At this time of year, the Samish watershed is typically under heightened scrutiny as the state conducts a special spring pollution evaluation.
But in the latest nod to improvements made in cleaning the watershed and as a step toward continuing that trend, the state Department of Health recently decided to end the March through June evaluations and instead do less intense, annual evaluations like it does for other watersheds with shellfish beds.
"What this does, it gives us an opportunity to look at the individual river rises, the individual confirmed closures ... and the opportunity to ask the question: Why did this river rise have such a high bacterial load?" said Scott Berbells, shellfish growing areas manager with the Department of Health.
He said the change will allow the state agency to home in on specific incidents of pollution and spend time looking for and fixing the sources throughout the year.
The pollution at issue in the watershed — which includes the Samish River, its tributaries and Samish Bay — is bacterial pollution associated with sewage and manure.
That pollution largely comes from failing septic systems and mismanaged livestock manure that gets funneled down the river and into the bay.
It impacts shellfish growers who raise oysters in the bay because the bacteria can sicken those who eat raw oysters.
Significant pollution in the bay has often been related to high river flows, such as after storms with heavy rain. In the past, the majority of those rain-induced pollution events came during the spring.
Berbells said that has changed significantly.
While 65 percent of pollution-related shellfish harvest closures in 2011 occurred March through June, 28 percent occurred during the same months in 2018.

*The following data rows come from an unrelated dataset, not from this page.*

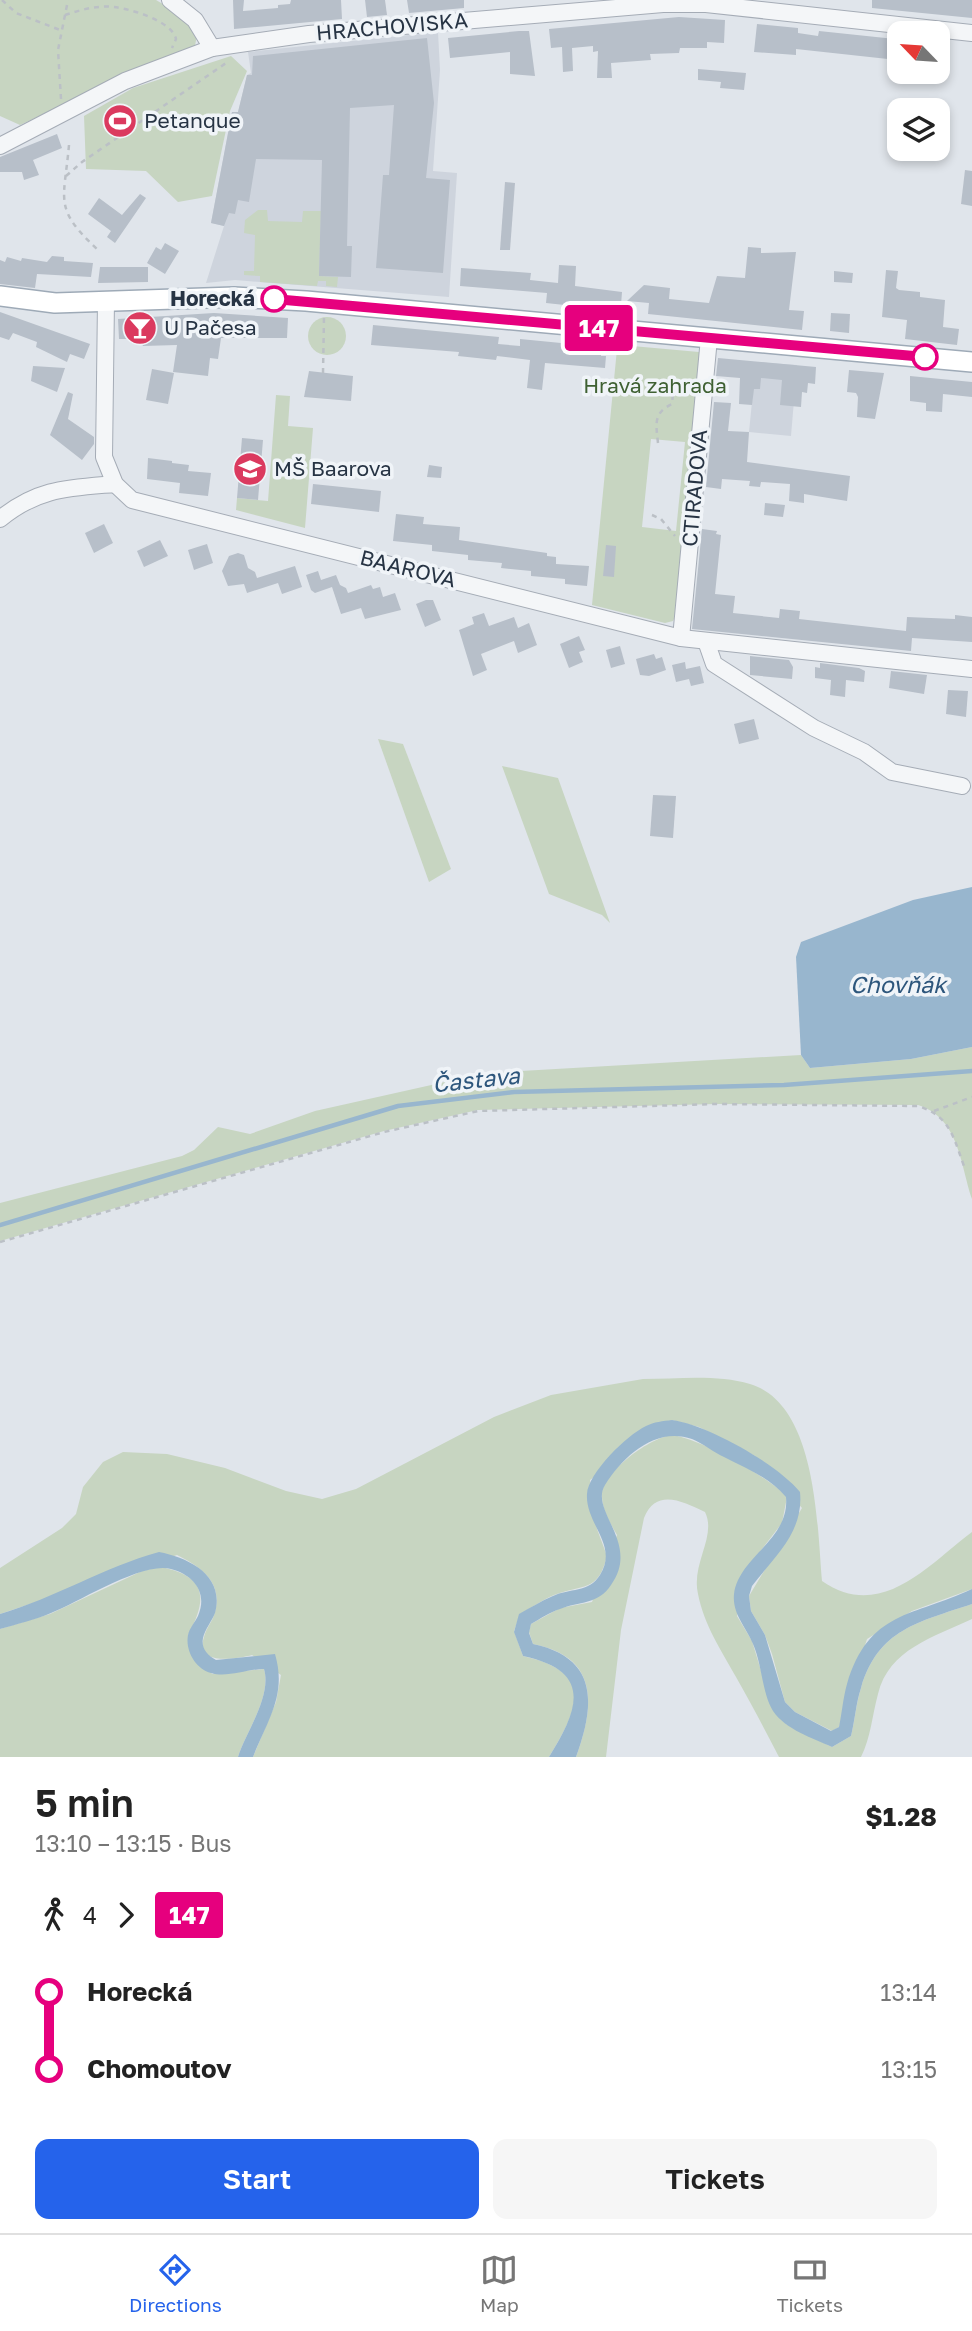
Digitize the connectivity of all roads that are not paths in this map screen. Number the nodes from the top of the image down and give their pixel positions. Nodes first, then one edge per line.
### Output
1 (170, 0) edge
2 (972, 33) edge
3 (212, 48) junction
4 (0, 146) edge
5 (0, 296) edge
6 (106, 301) junction
7 (709, 338) junction
8 (972, 362) edge
9 (115, 484) junction
10 (0, 519) edge
11 (681, 638) junction
12 (706, 641) junction
13 (972, 669) edge
14 (962, 786) dead end

1 - 3 street
2 - 3 street, HRACHOVISKA
3 - 4 street, HRACHOVISKA
5 - 6 main road
6 - 7 main road
6 - 9 street
7 - 8 main road
7 - 11 street, CTIRADOVA
9 - 10 street
9 - 11 street, BAAROVA
11 - 12 street, BAAROVA
12 - 13 street, BAAROVA
12 - 14 street

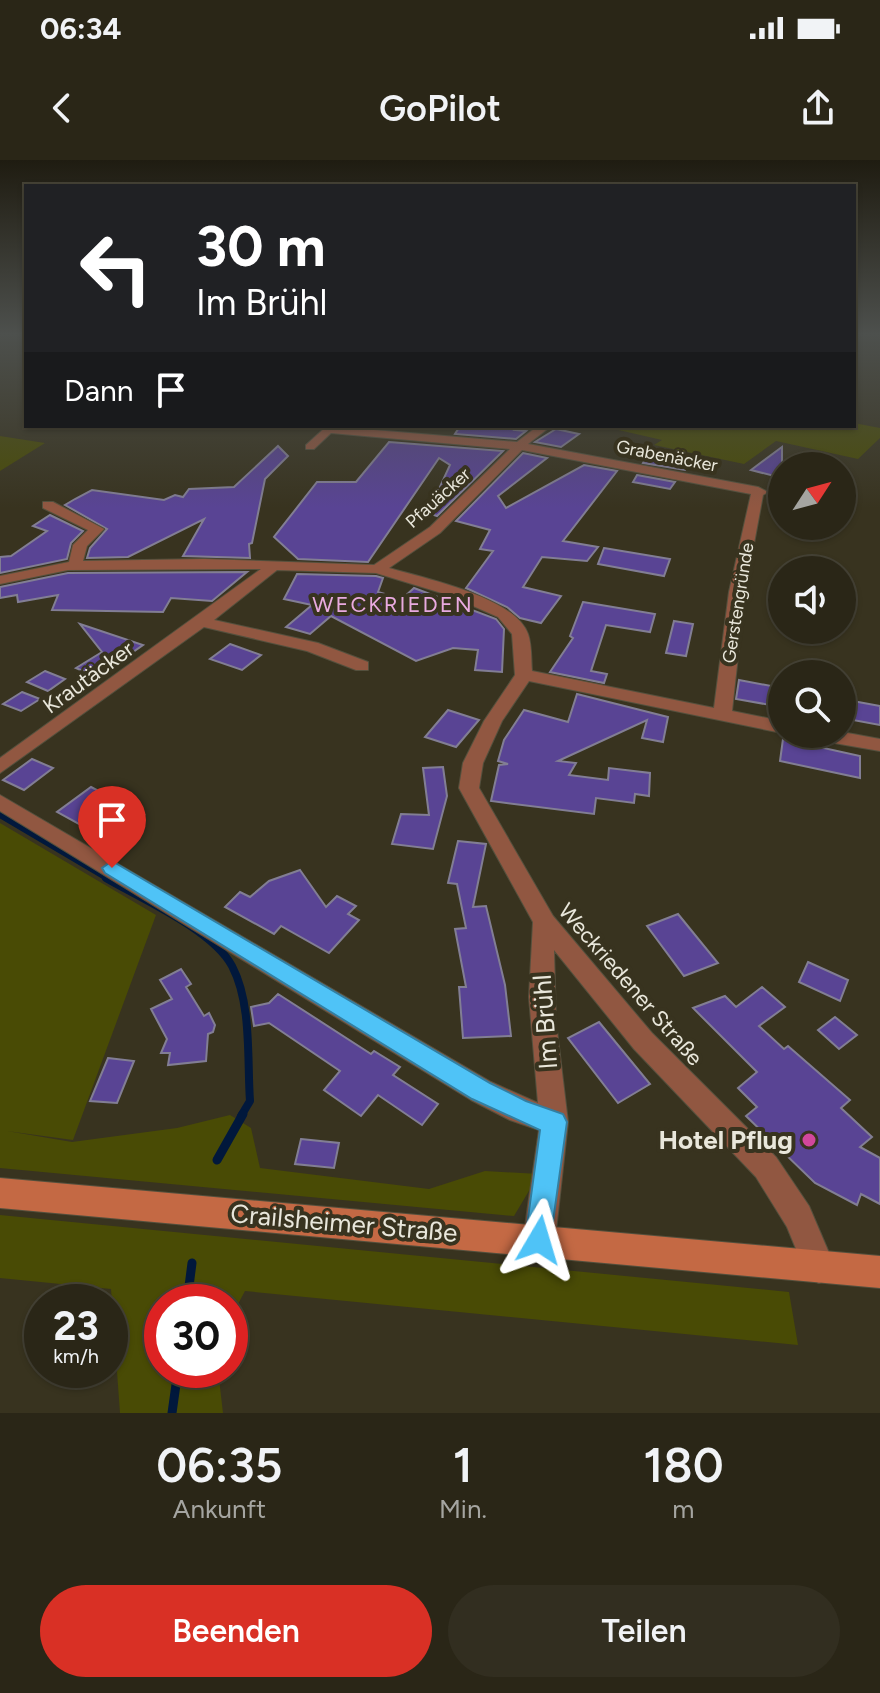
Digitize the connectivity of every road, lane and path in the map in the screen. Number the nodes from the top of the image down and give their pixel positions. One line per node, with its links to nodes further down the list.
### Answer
1 (542, 428): 2 (street, Pfauäcker)
2 (519, 446): 3 (street, Pfauäcker); 4 (street, Grabenäcker); 8 (street, Pfauäcker)
3 (310, 447)
4 (760, 491): 13 (street, Gerstengründe)
5 (48, 505): 6 (street)
6 (75, 566): 7 (street); 9 (street)
7 (271, 568): 8 (street); 10 (street, Krautäcker)
8 (377, 569): 12 (street)
9 (0, 580)
10 (202, 622): 11 (street); 17 (street, Krautäcker)
11 (362, 666)
12 (524, 675): 13 (street); 19 (street, Weckriedener Straße)
13 (722, 715): 14 (street)
14 (768, 724)
15 (856, 741): 16 (street)
16 (880, 745)
17 (0, 767)
18 (0, 802): 20 (street)
19 (545, 922): 20 (street, Im Brühl); 23 (street, Weckriedener Straße)
20 (554, 1122): 22 (street, Im Brühl)
21 (0, 1193): 22 (main road, Crailsheimer Straße)
22 (539, 1240): 23 (main road, Crailsheimer Straße)
23 (819, 1267): 24 (main road, Crailsheimer Straße)
24 (880, 1272)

Though the watershed has never passed a spring evaluation and the bay doesn't yet qualify for a shellfish harvest upgrade that would reduce closures, there has been enough improvement in recent years that a special spring evaluation is no longer required.
That means for now, Samish Bay — where companies including Taylor Shellfish Farms and Blau Oyster Co. operate — remain "conditionally approved."
For the Samish, being conditionally approved means when the river reaches a certain flow, shellfish harvesting is closed as a precaution. If water samples show bacteria levels are below the state's threshold for safe shellfish harvest, the beds are reopened.
An upgrade to "approved" would mean shellfish harvest closures would only happen when bacteria is present.
With the spring evaluations no longer in effect, the Samish will next be considered for an upgrade in January 2020 based on a review of river rises and pollution events throughout 2019.
Skagit County Pollution Identification and Correction Coordinator Karen DuBose said the county agrees with the state's decision and will continue its own effort to find and fix sources of pollution.
In recent years, the county has introduced a variety of new methods to locate problem areas, including using dye tests to determine whether septic system are functioning properly and using a specially trained dog to identify human sewage through parts of the watershed.
The county will continue to use those types of tactics, though now with an emphasis on understanding pollution events during the fall.
"We haven’t seen the improvement in fall that we’ve seen in spring, and in fact it appears to have gotten just a little bit worse," DuBose said.
Berbells said in 2018, 28 percent of pollution events occurred in the four months from March through June and 32 percent in October and November.
However, he said that doesn't discount the overall progress made throughout the watershed.
"We've made some improvements throughout the year ... but that March through June period is showing more improvements," he said.